The Ford vehicle that won Car of the 20th Century and changed how we motor forever
That car was the Model T, and it left similarly iconic names such as the Mini, the Volkswagen Beetle and the Porsche 911 trailing in its wake.
Known affectionately as the ‘Tin Lizzie’, the Model T was manufactured from 1908 to 1927 at Ford plants around the world, including Cork, where the last one ever made wheeled off the production line.
A total of 16.5 million of them were sold and even now, 90 years after its demise, it is, remarkably, the eighth best-selling car of all tine.
Behind the statistics lies an amazing success story, and a product that changed millions of people’s lives.
For the Model T brought motoring to the masses. The cars were not only beautiful in design, but affordable to the common man and woman among the burgeoning middle classes in the US and Europe.
It was perhaps the finest example of Henry Ford’s genius for business. He said of the Model T:
“I will build a car for the great multitude. It will be large enough for the family, but small enough for the individual to run and care for. It will be constructed of the best materials, by the best men to be hired, after the simplest designs that modern engineering can devise.
Read more: The genius innovator behind the Ford empire
“But it will be so low in price that no man making a good salary will be unable to own one — and enjoy with his family the blessing of hours of pleasure in God’s great open spaces.”
By 1918, half of all the cars in the US were Model Ts — and although Henry did later write that “Any customer can have a car painted any colour that he wants so long as it is black”, early models came in only grey, green, blue, and red!
In making his ‘only black’ comment, Henry assuredly had his eye on the bottom line and the cost and difficulty of mass producing cars of different colours.
However, Even when the Model T adopted the ‘only black’ mode, more than 30 types of black paint were used on various parts of the car.
Now a beloved collectors’ item on the vintage cars scene, there are reckoned to be around 20 Model T Ford cars still active in Cork. Bill Cuddy, honorary secretary of the Irish Model T Ford Club, based in Midleton, owns six of them.
He and his wife Valerie often take a 1926 model on road trips.
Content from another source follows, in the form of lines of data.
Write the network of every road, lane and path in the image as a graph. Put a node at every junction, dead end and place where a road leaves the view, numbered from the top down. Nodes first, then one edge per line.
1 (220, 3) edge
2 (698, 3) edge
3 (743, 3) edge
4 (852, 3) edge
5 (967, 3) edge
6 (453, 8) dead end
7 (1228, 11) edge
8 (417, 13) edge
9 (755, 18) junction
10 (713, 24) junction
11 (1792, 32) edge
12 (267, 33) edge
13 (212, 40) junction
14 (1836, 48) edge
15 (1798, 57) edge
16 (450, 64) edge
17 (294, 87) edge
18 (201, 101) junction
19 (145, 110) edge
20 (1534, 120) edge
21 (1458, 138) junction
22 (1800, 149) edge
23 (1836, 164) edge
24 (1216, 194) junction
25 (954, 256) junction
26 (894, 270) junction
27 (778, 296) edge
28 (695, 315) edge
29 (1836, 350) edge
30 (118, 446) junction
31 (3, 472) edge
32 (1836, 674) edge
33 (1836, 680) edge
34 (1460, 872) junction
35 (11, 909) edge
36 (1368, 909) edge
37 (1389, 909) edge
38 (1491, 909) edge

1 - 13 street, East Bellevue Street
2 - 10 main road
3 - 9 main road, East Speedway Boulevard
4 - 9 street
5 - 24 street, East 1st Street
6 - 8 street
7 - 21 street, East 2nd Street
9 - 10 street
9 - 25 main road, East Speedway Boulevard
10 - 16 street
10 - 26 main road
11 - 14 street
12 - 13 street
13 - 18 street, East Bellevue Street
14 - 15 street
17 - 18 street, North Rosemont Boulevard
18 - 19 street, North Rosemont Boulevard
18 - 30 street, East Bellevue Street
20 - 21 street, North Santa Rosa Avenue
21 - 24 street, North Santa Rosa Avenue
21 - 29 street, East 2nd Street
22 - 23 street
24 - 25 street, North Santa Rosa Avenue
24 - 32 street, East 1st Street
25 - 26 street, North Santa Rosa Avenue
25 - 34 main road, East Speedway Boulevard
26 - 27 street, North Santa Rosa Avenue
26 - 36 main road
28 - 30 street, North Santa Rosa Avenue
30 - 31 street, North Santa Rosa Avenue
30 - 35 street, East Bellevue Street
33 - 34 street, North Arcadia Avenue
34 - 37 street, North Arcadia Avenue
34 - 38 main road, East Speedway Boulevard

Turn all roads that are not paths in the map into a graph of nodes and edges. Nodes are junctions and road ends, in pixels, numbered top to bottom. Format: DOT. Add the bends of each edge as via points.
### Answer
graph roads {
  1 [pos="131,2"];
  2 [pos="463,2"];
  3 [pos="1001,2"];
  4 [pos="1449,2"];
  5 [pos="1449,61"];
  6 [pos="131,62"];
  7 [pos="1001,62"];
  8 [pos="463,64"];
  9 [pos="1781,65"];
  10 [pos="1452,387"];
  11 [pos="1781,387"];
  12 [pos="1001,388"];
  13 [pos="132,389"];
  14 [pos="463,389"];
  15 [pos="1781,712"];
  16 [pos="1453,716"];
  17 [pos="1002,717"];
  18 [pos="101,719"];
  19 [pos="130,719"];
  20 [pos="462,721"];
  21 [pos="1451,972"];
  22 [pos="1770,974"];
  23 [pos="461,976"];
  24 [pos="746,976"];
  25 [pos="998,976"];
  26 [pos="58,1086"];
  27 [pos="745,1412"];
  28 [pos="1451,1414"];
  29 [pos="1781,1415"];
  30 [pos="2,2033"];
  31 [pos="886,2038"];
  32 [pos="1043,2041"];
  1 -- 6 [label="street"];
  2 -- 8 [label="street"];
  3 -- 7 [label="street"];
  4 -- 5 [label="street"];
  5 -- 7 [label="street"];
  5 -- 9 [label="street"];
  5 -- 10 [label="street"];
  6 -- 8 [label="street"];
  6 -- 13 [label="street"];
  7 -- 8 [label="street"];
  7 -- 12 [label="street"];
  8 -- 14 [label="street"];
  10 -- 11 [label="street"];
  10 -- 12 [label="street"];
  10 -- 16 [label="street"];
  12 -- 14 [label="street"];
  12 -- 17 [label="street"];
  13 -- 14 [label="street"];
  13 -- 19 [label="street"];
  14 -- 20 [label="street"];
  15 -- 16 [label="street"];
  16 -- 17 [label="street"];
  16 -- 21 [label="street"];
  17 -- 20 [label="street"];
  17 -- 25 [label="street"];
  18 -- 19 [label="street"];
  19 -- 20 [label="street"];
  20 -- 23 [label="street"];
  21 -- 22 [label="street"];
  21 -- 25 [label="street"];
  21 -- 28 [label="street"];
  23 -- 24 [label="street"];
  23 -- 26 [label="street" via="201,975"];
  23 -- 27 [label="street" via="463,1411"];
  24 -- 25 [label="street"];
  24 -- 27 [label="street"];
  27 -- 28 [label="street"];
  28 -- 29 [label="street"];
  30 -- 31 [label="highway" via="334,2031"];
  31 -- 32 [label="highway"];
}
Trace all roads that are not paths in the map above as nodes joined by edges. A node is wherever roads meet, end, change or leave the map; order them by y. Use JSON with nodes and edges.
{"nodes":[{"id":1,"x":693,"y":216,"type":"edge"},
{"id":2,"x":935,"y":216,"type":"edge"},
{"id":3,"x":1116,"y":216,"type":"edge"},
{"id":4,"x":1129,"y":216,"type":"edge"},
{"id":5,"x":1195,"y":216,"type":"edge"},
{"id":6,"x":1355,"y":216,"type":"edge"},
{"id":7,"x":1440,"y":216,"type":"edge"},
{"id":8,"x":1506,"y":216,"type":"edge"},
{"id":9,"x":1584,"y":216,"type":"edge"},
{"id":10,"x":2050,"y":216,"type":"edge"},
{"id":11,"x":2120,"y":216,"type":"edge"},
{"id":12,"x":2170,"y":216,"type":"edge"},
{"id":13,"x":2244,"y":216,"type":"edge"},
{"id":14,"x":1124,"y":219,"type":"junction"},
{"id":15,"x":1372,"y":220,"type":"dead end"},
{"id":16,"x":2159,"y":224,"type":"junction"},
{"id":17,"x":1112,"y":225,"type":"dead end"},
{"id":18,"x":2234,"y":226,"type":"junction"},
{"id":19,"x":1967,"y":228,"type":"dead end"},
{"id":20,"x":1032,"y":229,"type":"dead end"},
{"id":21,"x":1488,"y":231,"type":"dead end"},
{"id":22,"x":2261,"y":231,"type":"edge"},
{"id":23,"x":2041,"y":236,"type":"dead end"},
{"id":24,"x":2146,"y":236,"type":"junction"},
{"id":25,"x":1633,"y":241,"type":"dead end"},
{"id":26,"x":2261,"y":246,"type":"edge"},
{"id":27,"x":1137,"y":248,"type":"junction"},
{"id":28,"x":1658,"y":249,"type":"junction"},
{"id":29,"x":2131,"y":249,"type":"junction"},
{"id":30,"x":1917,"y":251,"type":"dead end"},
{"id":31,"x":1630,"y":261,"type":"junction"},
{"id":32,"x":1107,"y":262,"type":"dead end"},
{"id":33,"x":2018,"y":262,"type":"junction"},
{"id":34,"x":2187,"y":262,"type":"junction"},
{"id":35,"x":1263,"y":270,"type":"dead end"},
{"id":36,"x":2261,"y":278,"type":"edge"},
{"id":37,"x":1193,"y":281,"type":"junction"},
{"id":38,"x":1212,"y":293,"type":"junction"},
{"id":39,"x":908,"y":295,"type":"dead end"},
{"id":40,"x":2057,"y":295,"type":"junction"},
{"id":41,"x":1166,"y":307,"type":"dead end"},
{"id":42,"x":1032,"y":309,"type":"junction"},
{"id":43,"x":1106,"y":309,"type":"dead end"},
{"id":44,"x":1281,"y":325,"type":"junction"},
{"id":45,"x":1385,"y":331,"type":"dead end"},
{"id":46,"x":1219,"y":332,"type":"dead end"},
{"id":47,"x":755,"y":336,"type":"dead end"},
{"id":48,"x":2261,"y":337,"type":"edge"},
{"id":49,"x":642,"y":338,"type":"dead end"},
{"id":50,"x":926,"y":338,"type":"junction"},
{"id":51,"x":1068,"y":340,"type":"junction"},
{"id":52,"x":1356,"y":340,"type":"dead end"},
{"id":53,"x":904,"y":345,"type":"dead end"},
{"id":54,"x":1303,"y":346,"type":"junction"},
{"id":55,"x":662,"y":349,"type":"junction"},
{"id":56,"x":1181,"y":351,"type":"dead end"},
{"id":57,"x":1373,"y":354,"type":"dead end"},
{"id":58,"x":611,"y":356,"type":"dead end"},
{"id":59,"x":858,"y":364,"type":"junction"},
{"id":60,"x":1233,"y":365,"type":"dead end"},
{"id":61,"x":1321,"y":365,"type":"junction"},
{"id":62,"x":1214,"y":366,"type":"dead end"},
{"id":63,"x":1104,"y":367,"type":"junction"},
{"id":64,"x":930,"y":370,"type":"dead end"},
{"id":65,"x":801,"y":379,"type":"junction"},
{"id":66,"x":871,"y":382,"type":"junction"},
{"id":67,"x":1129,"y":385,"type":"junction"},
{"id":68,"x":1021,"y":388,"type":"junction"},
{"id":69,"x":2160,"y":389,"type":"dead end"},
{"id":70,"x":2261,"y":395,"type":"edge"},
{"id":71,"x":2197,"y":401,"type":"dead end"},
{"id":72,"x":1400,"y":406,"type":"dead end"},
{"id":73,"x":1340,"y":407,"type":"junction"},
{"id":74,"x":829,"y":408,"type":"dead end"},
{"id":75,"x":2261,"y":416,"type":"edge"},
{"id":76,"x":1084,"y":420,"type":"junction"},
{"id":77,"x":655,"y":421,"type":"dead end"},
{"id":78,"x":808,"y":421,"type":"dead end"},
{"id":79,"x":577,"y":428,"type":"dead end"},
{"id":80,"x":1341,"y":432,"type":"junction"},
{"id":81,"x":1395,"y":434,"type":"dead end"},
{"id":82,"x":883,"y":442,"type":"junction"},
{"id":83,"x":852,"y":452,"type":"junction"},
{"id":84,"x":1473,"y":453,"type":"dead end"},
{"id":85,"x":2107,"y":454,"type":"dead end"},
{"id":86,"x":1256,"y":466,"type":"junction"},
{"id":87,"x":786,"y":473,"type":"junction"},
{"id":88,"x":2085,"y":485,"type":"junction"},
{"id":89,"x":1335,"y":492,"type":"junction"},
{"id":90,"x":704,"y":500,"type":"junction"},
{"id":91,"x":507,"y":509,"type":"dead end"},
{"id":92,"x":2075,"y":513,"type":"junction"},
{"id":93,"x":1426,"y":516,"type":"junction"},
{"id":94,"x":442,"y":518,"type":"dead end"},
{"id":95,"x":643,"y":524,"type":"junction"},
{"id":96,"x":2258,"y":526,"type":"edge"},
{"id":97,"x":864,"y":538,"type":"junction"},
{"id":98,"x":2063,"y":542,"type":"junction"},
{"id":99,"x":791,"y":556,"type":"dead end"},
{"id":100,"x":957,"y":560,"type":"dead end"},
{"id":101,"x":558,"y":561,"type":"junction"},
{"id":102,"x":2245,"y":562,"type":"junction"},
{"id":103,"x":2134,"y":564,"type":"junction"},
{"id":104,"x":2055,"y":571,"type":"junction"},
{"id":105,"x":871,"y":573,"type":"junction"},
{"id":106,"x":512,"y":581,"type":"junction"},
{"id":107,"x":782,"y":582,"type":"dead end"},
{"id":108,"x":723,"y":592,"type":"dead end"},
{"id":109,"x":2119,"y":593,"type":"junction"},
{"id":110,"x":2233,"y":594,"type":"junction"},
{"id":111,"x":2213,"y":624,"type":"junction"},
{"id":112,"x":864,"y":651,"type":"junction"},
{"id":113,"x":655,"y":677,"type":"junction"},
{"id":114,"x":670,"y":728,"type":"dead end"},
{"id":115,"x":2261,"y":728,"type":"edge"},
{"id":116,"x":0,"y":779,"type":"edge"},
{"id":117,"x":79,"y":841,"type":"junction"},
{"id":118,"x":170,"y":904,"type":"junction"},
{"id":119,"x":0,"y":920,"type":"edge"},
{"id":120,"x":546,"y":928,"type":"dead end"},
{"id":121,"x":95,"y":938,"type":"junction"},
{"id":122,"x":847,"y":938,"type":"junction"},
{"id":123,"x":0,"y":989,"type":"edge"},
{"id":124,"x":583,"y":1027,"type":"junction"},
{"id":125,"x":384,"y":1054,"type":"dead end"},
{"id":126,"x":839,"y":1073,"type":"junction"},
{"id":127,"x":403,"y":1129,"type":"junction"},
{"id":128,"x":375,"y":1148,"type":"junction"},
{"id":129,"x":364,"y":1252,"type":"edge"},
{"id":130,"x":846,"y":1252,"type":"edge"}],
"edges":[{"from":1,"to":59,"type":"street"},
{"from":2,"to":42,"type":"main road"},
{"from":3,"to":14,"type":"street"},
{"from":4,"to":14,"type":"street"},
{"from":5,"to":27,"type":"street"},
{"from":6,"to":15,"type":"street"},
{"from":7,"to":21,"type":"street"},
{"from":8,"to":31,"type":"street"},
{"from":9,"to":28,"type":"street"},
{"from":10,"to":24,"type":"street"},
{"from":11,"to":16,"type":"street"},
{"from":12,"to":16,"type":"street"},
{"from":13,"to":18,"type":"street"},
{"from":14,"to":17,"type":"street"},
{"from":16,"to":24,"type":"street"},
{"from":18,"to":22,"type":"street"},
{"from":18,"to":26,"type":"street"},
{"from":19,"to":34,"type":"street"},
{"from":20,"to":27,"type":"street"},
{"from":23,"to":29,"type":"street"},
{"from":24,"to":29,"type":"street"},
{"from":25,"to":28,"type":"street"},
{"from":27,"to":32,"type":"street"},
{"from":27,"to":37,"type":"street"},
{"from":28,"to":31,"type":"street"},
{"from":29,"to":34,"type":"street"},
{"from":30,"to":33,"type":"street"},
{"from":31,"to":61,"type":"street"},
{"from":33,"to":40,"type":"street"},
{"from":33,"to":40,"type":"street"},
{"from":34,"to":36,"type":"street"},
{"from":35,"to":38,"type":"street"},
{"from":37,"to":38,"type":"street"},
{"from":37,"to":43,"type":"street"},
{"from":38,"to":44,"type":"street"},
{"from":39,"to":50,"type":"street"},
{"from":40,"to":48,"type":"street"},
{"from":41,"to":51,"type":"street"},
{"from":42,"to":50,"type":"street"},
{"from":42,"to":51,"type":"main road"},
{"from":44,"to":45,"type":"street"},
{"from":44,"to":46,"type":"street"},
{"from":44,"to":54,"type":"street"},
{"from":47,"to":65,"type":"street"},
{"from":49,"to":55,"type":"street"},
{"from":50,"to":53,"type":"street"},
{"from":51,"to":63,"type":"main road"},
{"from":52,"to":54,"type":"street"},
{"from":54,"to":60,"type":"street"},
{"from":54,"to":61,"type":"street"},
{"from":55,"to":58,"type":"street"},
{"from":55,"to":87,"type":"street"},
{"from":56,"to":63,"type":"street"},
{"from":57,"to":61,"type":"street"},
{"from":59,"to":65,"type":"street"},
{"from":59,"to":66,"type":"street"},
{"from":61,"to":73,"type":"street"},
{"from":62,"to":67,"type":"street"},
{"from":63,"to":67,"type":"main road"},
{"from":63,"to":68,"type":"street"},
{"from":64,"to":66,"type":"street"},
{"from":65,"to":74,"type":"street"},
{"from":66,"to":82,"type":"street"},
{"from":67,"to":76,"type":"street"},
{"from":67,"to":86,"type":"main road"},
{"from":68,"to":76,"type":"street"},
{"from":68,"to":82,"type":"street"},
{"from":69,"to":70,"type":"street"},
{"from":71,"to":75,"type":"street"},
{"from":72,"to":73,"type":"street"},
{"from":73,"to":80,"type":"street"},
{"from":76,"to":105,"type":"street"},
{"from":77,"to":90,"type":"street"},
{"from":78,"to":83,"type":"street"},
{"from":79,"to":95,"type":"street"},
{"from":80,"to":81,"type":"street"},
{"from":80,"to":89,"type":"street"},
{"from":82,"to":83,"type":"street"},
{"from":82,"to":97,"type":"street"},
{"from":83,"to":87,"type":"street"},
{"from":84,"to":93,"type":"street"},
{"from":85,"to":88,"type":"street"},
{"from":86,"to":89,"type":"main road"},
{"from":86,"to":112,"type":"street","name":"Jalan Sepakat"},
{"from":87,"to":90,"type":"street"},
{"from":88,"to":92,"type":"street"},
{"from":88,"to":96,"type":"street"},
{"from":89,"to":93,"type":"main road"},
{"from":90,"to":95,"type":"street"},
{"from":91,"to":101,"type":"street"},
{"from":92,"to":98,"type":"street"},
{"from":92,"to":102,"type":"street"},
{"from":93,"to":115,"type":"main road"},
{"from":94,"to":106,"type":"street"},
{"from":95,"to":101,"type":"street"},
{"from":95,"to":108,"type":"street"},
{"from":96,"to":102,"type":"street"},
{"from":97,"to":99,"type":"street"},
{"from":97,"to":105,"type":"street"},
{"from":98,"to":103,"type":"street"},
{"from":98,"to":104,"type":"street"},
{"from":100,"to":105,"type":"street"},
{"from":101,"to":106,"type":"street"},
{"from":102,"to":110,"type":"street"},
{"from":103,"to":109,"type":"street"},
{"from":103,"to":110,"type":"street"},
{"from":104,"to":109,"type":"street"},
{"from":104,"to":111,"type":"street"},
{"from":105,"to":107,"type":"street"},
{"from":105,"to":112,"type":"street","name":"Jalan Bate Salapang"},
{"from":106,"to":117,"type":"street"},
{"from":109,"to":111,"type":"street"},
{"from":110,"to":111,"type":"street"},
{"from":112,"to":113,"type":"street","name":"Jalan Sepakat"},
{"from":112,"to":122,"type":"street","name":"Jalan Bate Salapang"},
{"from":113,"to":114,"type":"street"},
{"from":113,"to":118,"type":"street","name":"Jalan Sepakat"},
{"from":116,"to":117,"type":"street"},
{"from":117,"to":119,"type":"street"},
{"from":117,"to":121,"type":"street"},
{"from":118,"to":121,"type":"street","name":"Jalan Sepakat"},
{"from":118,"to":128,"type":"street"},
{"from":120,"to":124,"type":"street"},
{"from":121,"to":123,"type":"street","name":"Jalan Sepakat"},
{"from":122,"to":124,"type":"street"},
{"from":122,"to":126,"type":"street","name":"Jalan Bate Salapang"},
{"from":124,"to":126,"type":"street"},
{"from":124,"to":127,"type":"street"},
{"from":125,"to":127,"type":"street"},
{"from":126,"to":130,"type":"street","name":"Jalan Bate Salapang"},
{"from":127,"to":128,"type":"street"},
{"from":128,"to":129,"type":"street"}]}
Last year they travelled to Belgium with the English Model T Club, on the historic trail of the battlefields of World War I.
“We were based in Ypres in Belgium, where the British forces were based for all that time,” said Bill, 70.
“We drove to the ferry in Rosslare and arrived in Cherbourg and we drove all the way up through France to Belgium.
“It took us about two and a half days to get up there, it was long day’s driving now. After the trip was over, with the people from England, we drove back to Cherbourg and that took me about five or six days, doing about 50 miles a day.”
William says although his Model T is 91 years old, it’s a very reliable car for road trips.
“Just give it plenty of liquids and it will serve well,” he added.
Last year, William and his wife also travelled to Holland in the Model T, spending a week travelling around Amsterdam and other areas.
They have also travelled along the Wild Atlantic Way with members of the Irish Model T Club.
“I was never more impressed with such an initiative that was put into place,” says Bill of the tourist trail.
“The road surfaces are excellent, the signposting is excellent, the scenery is excellent, and the whole driving experience, specifically in a car such as ours, it’s really top class.”
In 2000, when the residents of Ballinascarthy in West Cork decided to erect a statue in honour of Henry Ford, whose father, William, was born in the townland, there was really only one choice of vehicle they could come up with. The Model T of course.